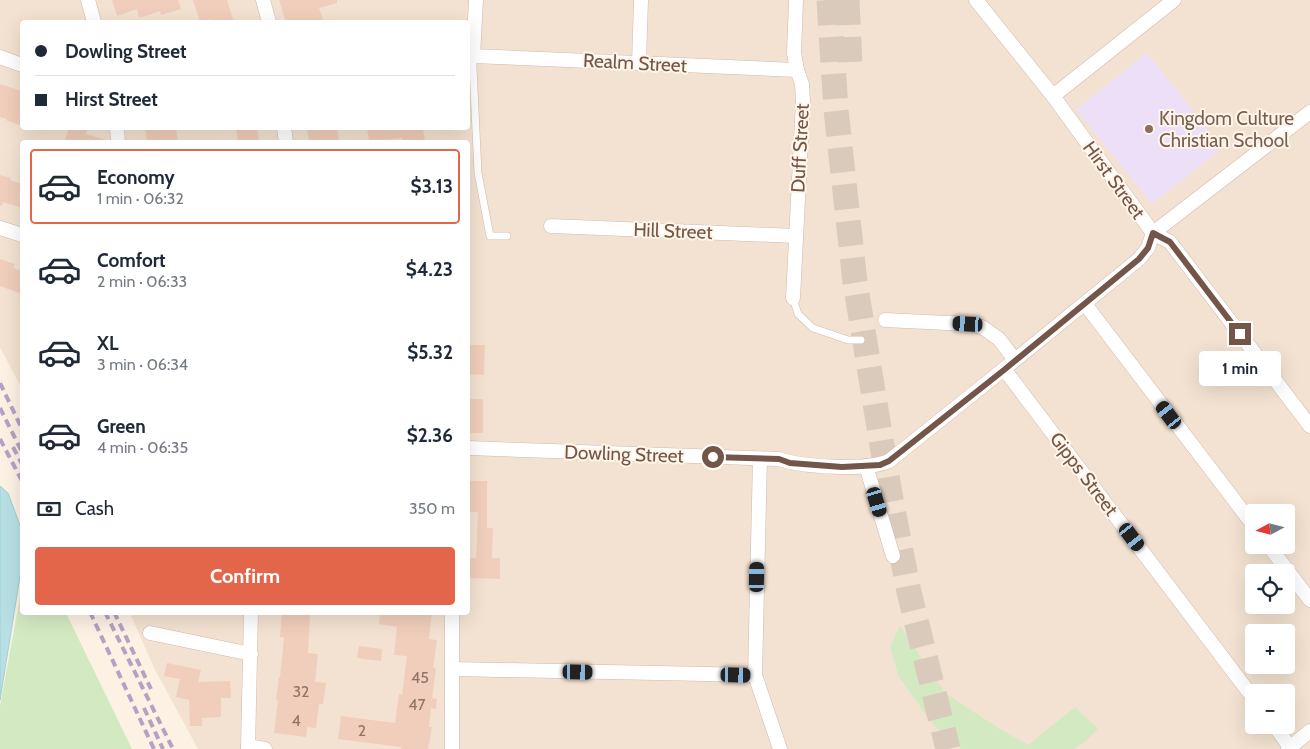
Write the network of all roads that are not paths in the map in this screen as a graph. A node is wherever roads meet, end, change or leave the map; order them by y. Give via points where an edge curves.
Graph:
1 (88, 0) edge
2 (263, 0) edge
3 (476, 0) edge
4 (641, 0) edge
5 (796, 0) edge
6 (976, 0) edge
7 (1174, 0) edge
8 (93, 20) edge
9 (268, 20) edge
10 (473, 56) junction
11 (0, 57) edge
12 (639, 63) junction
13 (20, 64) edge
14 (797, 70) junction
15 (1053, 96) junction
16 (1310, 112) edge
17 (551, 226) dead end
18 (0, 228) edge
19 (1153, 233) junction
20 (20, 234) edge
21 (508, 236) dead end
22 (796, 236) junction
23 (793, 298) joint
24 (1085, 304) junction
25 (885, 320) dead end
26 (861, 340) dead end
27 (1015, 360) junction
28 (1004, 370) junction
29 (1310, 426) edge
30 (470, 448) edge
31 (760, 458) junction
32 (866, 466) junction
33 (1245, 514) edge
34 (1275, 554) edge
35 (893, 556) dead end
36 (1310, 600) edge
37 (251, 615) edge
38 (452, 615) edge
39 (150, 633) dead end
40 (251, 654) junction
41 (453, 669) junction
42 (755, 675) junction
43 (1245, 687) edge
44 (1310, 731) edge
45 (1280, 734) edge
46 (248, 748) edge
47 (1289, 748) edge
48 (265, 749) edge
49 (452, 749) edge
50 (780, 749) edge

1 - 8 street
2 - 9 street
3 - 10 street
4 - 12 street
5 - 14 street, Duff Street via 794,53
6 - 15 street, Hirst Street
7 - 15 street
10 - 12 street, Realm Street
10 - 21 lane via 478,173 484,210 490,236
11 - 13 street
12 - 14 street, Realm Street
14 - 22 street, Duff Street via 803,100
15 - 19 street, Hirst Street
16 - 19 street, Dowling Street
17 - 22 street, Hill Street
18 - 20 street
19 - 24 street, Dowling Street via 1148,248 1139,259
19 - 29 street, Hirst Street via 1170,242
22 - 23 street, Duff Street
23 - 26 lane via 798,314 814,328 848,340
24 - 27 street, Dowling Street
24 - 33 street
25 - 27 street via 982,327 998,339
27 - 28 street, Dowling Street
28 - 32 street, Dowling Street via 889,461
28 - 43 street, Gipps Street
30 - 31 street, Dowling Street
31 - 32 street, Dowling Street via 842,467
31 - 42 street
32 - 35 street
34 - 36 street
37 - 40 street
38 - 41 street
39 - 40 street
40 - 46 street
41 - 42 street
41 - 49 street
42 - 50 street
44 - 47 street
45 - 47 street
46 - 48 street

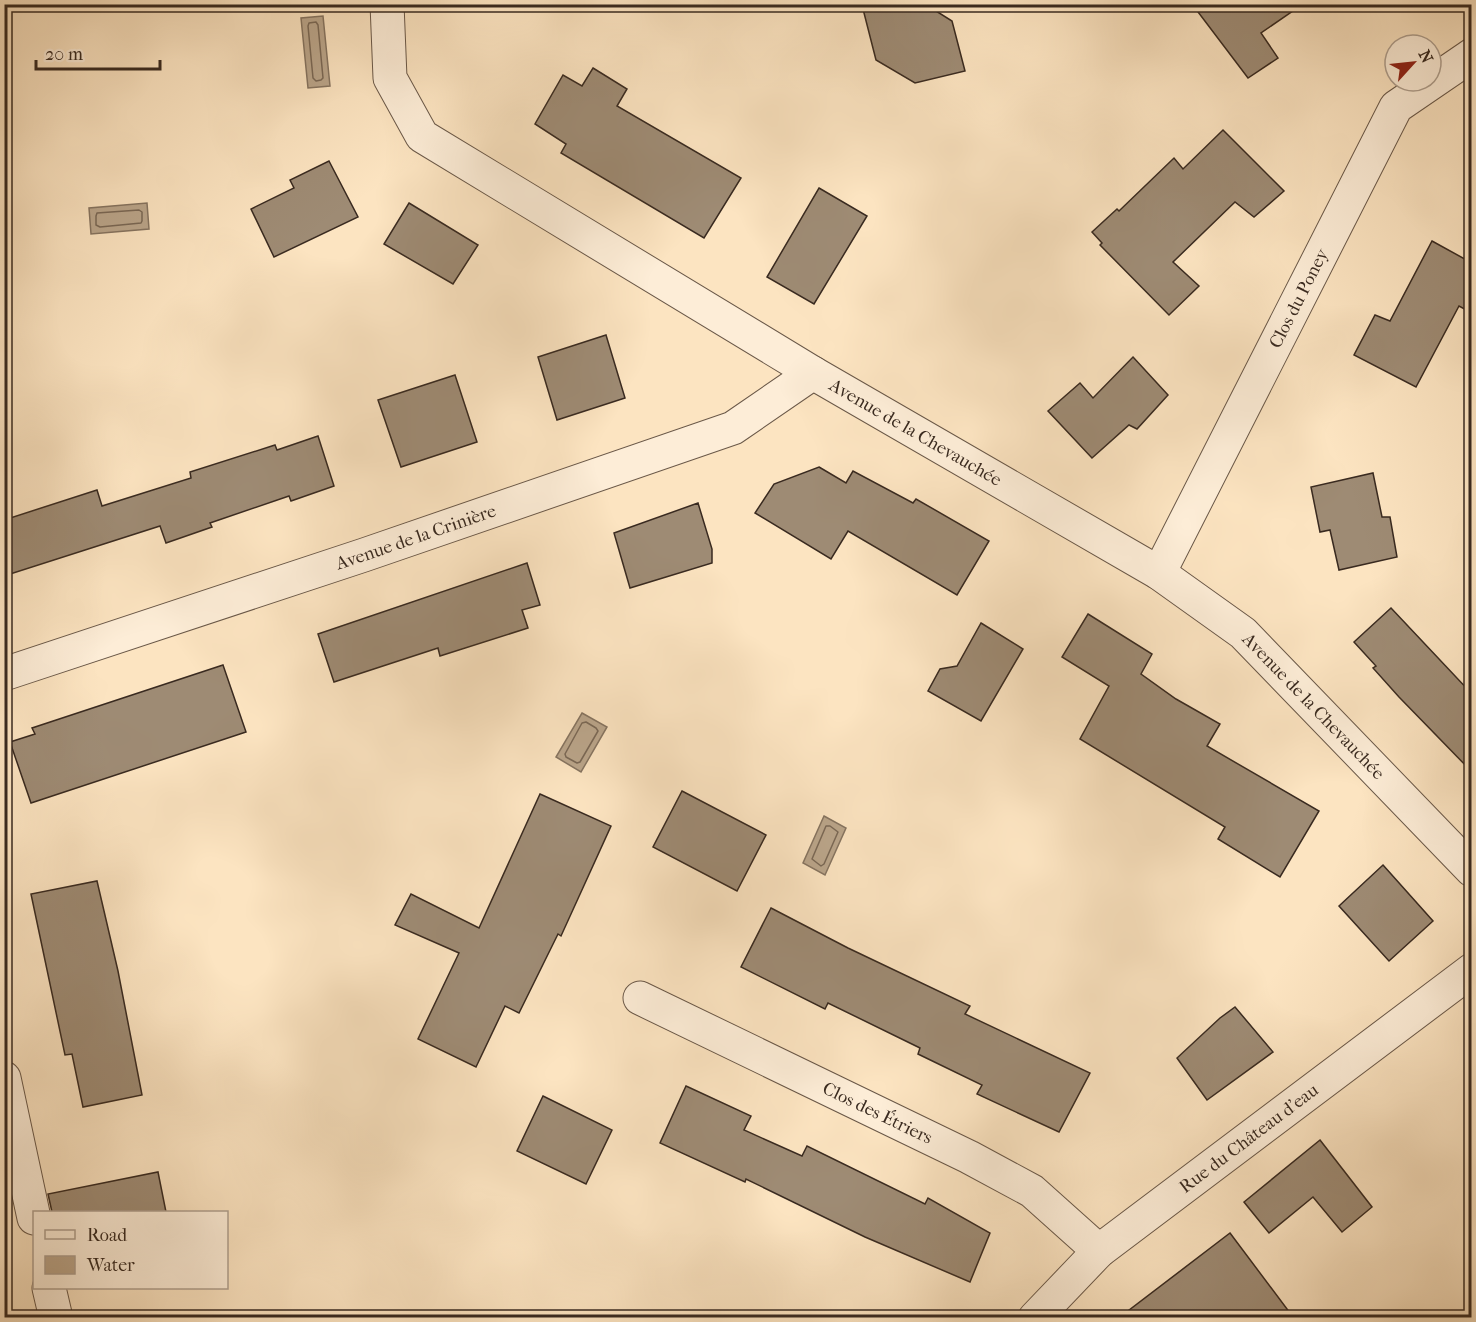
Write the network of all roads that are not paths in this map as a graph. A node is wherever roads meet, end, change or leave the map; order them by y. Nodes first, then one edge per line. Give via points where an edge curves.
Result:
◇ ◇ ◇ ◇
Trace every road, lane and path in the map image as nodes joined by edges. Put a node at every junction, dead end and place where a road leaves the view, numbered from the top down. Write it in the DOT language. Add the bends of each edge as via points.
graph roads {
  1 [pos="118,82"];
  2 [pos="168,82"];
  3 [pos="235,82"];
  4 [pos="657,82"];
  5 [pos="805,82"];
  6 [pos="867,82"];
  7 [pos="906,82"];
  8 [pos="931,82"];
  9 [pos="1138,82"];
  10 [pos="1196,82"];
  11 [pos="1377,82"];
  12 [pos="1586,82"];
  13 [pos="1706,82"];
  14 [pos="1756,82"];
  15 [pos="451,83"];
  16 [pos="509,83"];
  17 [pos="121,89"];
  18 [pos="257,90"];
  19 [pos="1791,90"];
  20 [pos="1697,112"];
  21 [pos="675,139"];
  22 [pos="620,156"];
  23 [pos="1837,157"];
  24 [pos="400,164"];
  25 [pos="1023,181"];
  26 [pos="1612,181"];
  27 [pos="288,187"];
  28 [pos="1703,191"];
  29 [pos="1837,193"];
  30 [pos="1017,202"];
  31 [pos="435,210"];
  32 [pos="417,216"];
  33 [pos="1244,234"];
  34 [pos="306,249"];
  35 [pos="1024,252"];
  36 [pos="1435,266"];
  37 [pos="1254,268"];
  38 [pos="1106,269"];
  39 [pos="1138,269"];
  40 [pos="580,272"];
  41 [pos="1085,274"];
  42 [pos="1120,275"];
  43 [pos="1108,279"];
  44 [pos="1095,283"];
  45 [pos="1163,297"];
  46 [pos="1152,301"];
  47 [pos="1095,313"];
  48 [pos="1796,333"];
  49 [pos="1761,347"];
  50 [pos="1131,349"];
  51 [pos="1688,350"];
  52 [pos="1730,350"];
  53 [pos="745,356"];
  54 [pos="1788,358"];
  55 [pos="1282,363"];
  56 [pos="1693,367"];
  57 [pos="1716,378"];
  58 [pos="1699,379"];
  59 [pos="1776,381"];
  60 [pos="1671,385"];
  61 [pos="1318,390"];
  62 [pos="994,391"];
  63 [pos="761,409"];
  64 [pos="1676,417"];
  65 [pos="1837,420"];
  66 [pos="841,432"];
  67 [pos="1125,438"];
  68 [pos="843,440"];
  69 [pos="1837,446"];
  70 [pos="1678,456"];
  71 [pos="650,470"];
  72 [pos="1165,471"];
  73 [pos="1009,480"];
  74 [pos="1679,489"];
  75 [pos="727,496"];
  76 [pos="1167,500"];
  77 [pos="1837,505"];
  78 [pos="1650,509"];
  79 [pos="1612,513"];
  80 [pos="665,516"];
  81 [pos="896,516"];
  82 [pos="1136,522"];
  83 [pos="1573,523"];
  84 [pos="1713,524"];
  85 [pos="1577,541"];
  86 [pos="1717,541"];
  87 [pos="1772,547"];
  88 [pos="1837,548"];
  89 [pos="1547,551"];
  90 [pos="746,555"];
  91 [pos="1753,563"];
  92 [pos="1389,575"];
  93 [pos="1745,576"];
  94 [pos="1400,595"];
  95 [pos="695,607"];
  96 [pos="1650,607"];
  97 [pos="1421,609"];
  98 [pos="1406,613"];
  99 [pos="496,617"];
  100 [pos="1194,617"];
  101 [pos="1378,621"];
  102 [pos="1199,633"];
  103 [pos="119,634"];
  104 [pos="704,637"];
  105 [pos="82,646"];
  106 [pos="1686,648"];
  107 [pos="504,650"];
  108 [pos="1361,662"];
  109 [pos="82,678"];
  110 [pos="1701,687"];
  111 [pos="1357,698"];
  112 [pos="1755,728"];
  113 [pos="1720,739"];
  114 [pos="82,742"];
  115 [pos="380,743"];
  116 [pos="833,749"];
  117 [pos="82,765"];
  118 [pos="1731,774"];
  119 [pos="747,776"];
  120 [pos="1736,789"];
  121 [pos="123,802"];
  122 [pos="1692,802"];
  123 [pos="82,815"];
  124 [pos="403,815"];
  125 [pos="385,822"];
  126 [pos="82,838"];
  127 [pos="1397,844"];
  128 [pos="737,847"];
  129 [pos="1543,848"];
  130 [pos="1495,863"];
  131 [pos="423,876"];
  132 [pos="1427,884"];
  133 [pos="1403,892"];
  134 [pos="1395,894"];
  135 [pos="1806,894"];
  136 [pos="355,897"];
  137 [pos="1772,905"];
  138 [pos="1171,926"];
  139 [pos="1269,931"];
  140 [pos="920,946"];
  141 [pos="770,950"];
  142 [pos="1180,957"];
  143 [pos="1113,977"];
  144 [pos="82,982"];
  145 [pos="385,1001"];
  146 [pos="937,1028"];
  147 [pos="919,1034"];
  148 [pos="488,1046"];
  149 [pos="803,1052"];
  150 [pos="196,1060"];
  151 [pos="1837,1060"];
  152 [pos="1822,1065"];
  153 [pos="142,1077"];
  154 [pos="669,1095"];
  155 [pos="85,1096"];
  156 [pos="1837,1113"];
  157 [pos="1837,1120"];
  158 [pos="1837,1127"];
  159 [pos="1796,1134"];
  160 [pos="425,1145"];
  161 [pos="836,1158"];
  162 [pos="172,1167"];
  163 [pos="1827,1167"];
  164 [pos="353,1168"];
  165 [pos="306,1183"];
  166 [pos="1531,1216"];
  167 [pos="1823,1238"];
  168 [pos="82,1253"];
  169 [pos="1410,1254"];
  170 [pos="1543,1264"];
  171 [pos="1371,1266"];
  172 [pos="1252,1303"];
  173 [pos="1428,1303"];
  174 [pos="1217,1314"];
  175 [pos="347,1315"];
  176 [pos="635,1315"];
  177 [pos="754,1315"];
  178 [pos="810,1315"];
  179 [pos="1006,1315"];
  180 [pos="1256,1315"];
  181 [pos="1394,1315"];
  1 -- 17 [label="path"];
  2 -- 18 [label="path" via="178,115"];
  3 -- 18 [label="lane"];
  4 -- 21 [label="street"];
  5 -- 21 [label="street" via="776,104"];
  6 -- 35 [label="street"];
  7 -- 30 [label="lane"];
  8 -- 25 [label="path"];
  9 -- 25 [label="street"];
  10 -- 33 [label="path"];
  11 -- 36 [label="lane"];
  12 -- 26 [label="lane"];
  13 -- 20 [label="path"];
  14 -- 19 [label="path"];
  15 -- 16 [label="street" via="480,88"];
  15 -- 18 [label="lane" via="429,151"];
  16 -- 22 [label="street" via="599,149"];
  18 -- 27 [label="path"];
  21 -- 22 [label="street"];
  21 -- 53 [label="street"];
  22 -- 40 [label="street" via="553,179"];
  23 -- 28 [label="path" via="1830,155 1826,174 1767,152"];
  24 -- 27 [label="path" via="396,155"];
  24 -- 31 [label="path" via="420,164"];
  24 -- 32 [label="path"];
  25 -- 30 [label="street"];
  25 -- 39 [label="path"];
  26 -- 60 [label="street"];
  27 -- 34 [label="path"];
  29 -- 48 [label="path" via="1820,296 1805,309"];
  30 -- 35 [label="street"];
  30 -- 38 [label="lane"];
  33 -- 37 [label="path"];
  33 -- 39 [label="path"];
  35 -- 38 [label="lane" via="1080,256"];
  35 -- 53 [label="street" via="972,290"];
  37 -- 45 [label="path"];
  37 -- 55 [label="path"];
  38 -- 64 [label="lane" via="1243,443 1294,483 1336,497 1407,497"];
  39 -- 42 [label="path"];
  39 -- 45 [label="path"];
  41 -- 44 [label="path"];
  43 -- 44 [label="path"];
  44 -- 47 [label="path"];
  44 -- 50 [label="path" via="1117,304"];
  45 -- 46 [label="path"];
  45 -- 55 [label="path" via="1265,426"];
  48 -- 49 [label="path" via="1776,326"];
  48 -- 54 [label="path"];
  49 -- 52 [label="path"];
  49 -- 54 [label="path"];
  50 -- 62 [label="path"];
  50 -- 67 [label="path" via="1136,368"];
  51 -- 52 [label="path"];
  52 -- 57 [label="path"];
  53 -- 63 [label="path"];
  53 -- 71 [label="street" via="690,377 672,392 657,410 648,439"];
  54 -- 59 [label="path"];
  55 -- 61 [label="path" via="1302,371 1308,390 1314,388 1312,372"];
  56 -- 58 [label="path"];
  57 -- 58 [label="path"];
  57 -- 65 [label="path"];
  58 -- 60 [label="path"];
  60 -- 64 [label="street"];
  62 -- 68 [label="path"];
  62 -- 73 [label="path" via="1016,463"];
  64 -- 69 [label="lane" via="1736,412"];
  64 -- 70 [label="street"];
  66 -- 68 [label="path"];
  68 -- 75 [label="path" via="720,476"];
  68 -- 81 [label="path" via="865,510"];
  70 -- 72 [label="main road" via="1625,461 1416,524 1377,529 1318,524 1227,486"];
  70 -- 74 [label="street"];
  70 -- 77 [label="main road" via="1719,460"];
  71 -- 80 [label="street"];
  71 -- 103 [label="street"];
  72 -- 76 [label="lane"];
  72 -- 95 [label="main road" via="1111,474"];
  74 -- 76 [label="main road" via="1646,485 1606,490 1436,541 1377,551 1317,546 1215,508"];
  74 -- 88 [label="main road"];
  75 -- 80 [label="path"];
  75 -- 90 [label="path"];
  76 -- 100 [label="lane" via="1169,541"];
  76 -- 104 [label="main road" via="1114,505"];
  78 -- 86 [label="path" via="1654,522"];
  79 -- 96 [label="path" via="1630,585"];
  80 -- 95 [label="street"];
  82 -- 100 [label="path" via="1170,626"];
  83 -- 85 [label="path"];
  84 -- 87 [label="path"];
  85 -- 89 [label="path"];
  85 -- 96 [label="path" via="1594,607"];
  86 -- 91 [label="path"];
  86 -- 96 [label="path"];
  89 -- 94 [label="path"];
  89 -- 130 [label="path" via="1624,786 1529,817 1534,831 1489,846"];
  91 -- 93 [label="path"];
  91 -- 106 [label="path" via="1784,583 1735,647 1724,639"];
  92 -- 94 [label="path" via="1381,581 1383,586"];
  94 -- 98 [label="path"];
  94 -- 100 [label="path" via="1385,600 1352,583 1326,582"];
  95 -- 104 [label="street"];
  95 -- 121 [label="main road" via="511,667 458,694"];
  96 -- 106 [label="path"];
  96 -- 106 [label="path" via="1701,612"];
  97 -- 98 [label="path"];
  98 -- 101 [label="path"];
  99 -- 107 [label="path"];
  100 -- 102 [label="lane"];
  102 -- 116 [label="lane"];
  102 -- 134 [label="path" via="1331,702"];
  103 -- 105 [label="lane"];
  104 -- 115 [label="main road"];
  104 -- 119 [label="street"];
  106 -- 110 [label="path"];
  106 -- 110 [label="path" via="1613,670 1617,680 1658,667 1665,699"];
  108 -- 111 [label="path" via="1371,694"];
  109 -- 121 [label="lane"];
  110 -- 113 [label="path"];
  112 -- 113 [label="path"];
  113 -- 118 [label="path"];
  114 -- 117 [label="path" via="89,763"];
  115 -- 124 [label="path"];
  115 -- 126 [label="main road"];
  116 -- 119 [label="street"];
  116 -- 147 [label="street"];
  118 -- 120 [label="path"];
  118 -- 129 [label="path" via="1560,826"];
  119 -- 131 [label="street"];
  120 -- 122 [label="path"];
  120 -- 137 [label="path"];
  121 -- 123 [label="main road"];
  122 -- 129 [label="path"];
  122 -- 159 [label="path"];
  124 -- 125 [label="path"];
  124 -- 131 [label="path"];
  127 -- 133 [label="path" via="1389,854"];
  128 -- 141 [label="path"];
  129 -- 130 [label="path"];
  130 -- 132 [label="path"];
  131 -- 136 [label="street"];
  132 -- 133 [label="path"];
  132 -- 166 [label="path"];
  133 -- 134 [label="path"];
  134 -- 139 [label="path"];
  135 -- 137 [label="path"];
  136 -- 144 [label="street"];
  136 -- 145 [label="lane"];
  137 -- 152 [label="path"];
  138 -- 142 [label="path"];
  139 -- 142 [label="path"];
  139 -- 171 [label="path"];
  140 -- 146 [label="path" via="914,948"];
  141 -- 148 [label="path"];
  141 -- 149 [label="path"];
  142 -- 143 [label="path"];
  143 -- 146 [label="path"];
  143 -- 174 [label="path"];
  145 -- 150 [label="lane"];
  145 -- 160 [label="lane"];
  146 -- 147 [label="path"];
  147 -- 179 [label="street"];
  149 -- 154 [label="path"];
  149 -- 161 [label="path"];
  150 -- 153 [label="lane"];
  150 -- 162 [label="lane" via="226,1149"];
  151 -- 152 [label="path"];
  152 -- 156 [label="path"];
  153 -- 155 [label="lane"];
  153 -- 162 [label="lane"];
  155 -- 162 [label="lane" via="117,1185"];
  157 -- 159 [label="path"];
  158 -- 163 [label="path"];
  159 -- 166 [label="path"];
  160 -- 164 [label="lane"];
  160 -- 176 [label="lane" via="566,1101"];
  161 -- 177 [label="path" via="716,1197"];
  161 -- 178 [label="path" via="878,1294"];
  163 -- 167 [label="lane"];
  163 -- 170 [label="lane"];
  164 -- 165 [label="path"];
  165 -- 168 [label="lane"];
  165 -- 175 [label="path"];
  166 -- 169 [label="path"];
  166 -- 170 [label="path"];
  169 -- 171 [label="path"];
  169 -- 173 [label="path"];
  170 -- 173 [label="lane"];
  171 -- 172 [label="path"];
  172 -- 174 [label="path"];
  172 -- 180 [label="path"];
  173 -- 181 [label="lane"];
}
◇ ◇ ◇ ◇
TASK TO COMPLETE. All lines holding the word "wherever" must be copied from the data.

RESPONSE AREA.
Write the network of all roads that are not paths in the map in this screen as a graph. A node is wherever roads meet, end, change or leave the map; order them by y. Give via points where an edge curves.
Write the network of all roads that are not paths in this map as a graph. A node is wherever roads meet, end, change or leave the map; order them by y. Nodes first, then one edge per line. Give via points where an edge curves.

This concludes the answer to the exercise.